Operations Technology (OT) and Information Technology (IT) are moving closer together. In view of this OT-IT convergence, the risks from cyber attacks are constantly increasing – for manufacturing companies as well as for operators of critical infrastructures. In the past, attackers have primarily aimed at the IT infrastructures of organizations, but in networked industrial environments, criminals are increasingly targeting operational components such as control and automation systems. This not only causes economic damage, but can also lead to serious consequences for people and the environment in the case of critical infrastructure such as power plants or hospitals. In order to better understand the risks and challenges of this development, PwC Germany opened the Cyber Security Experience Center in Frankfurt.
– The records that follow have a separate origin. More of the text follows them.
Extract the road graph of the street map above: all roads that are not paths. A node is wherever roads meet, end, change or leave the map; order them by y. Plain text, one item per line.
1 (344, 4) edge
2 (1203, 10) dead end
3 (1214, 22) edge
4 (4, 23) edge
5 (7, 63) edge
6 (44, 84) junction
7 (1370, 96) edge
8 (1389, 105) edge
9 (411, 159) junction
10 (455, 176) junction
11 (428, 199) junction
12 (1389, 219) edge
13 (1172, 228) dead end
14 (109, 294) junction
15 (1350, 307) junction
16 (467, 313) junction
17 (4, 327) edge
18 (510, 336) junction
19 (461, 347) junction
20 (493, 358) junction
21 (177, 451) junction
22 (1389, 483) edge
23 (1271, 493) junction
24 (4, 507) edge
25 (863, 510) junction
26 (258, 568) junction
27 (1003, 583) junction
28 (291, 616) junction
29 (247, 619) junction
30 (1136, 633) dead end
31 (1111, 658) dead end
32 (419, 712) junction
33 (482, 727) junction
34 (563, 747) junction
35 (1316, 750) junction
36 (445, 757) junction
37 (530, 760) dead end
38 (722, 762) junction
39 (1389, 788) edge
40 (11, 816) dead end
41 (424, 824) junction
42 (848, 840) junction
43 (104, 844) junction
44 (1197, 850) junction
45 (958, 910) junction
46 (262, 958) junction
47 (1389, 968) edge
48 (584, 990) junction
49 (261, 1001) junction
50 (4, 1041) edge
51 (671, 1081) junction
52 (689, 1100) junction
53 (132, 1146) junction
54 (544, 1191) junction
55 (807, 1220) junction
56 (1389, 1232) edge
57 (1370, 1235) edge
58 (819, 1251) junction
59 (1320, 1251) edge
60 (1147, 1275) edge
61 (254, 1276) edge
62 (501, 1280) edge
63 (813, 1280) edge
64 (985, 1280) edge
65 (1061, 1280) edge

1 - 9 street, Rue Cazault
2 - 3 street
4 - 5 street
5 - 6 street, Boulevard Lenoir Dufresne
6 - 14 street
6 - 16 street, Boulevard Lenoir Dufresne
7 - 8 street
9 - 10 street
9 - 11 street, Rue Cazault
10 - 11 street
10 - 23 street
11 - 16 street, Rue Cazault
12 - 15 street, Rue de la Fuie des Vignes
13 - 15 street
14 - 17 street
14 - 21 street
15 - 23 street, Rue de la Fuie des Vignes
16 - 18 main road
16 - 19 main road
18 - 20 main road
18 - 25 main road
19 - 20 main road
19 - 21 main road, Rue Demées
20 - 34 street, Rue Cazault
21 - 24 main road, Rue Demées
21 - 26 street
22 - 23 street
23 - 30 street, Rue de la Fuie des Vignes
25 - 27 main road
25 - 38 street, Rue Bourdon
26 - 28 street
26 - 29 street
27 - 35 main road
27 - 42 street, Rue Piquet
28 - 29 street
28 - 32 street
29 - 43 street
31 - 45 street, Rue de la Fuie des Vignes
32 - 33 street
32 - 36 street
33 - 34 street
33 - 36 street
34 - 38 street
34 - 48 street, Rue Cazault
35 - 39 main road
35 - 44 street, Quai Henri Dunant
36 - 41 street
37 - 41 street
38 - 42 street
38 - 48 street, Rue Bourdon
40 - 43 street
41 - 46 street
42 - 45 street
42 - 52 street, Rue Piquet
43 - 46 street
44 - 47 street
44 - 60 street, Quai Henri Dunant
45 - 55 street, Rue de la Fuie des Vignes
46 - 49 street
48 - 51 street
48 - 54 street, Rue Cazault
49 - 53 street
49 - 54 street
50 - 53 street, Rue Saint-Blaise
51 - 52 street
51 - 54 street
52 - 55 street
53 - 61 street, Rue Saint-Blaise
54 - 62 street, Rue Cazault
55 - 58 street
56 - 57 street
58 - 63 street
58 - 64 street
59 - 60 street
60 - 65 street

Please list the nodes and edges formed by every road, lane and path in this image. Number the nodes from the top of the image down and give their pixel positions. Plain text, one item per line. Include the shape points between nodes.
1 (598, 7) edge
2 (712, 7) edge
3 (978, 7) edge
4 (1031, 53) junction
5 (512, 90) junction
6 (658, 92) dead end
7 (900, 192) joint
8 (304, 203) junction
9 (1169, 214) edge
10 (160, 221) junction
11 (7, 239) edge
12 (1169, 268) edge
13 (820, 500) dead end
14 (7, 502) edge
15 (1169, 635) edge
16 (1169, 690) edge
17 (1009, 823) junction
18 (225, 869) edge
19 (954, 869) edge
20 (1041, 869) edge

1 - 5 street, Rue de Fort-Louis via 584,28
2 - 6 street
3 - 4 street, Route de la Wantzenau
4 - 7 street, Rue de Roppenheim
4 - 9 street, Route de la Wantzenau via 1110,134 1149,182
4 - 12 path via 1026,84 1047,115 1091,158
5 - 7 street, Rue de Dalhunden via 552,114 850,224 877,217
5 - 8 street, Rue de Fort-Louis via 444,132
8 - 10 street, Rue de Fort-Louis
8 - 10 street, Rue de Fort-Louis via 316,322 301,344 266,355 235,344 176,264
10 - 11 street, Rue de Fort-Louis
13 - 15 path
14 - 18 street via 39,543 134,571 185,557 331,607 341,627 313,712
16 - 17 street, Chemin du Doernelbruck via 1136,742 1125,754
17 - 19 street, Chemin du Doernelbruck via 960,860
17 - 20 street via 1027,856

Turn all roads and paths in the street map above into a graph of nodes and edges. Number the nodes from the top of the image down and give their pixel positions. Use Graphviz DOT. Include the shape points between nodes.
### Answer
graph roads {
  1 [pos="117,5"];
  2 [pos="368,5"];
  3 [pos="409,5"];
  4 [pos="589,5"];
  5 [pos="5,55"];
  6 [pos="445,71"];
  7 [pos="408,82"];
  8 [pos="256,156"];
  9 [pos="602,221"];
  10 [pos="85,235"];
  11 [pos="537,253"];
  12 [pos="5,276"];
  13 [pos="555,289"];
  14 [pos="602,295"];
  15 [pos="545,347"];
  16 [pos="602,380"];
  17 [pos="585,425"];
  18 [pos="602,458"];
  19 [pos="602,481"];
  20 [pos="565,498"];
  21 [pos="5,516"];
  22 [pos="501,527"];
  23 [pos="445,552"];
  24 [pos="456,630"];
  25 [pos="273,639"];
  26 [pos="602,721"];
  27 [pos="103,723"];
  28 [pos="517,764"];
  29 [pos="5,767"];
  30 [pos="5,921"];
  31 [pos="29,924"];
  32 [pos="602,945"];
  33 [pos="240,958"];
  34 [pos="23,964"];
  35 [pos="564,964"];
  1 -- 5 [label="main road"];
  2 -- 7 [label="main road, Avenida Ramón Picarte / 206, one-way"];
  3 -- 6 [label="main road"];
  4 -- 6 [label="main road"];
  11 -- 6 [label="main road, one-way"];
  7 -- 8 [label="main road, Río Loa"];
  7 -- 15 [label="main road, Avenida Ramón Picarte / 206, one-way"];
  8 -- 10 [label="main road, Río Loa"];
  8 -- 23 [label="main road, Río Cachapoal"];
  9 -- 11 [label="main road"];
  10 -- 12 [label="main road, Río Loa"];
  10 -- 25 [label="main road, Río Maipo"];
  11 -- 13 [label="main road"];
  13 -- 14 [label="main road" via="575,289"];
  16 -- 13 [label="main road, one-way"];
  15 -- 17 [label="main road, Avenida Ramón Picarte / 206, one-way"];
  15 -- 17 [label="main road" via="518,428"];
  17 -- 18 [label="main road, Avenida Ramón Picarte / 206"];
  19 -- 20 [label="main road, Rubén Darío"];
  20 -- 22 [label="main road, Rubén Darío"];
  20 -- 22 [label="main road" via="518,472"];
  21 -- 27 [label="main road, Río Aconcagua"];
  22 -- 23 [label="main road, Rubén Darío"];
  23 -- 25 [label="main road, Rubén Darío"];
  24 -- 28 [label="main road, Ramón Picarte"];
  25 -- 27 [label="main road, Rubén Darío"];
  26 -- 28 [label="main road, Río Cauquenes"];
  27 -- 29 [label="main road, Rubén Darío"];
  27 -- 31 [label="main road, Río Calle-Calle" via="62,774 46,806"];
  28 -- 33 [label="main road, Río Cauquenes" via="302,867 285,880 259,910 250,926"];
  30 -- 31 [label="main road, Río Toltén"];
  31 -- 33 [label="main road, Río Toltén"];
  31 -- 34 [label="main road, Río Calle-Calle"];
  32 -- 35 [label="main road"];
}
Practical depiction of technological operational processes
In Frankfurt, PwC Germany is showing a scaled-down, fully networked model ecosystem with technologies from the most important areas of critical infrastructure – from power plants and robot-supported manufacturing to digitally networked hospitals. All models are connected to physical PLC and ICS/SCADA networks and connected to monitoring solutions from different manufacturers. With this practical test arrangement, the security experts can demonstrate the attack vectors and the possible consequences of an attack directly on the respective technologies and give important tips for prevention.
Promote awareness of risks and challenges
“Critical infrastructures are increasingly being targeted by cybercriminals and state-controlled attackers. The cyberkinetic modules in our Cyber Security Experience Center allow us to realistically represent technological operations and possible attack scenarios. In this way, our customers receive valuable information about potential vulnerabilities within their processes and can better protect their infrastructures in the future,” says Grant Waterfall, Cyber Security & Privacy Leader at PwC Germany and EMEA.
According to the PwC Global Digital Trust Insights 2022, almost half of the companies surveyed expect an increase in state-sponsored attacks on critical infrastructures. Visitors to the Cyber Security Experience Center can experience directly on site how the consequences of a cyber attack become noticeable and how such attacks can be warded off. The highly developed security framework and defense concept of the model allows both to demonstrate different attacks and to experiment with different countermeasures. The on-site experts can apply these demonstrations to a range of industry scenarios. Currently there are modules for power generation, natural gas distribution, manufacturing, patient monitoring, mobility and facility management. In addition, the experts can use a digital twin to simulate other industrial scenarios.
“Cybersecurity is still a very abstract topic for many people. With our Cyber Security Experience Center, we want to change exactly that and show you specifically what effects security gaps and vulnerabilities can have. In doing so, we are increasing awareness of the risks and challenges in the field,” says Oliver Hanka, Director EMEA Industrial & IoT Security at PwC Germany.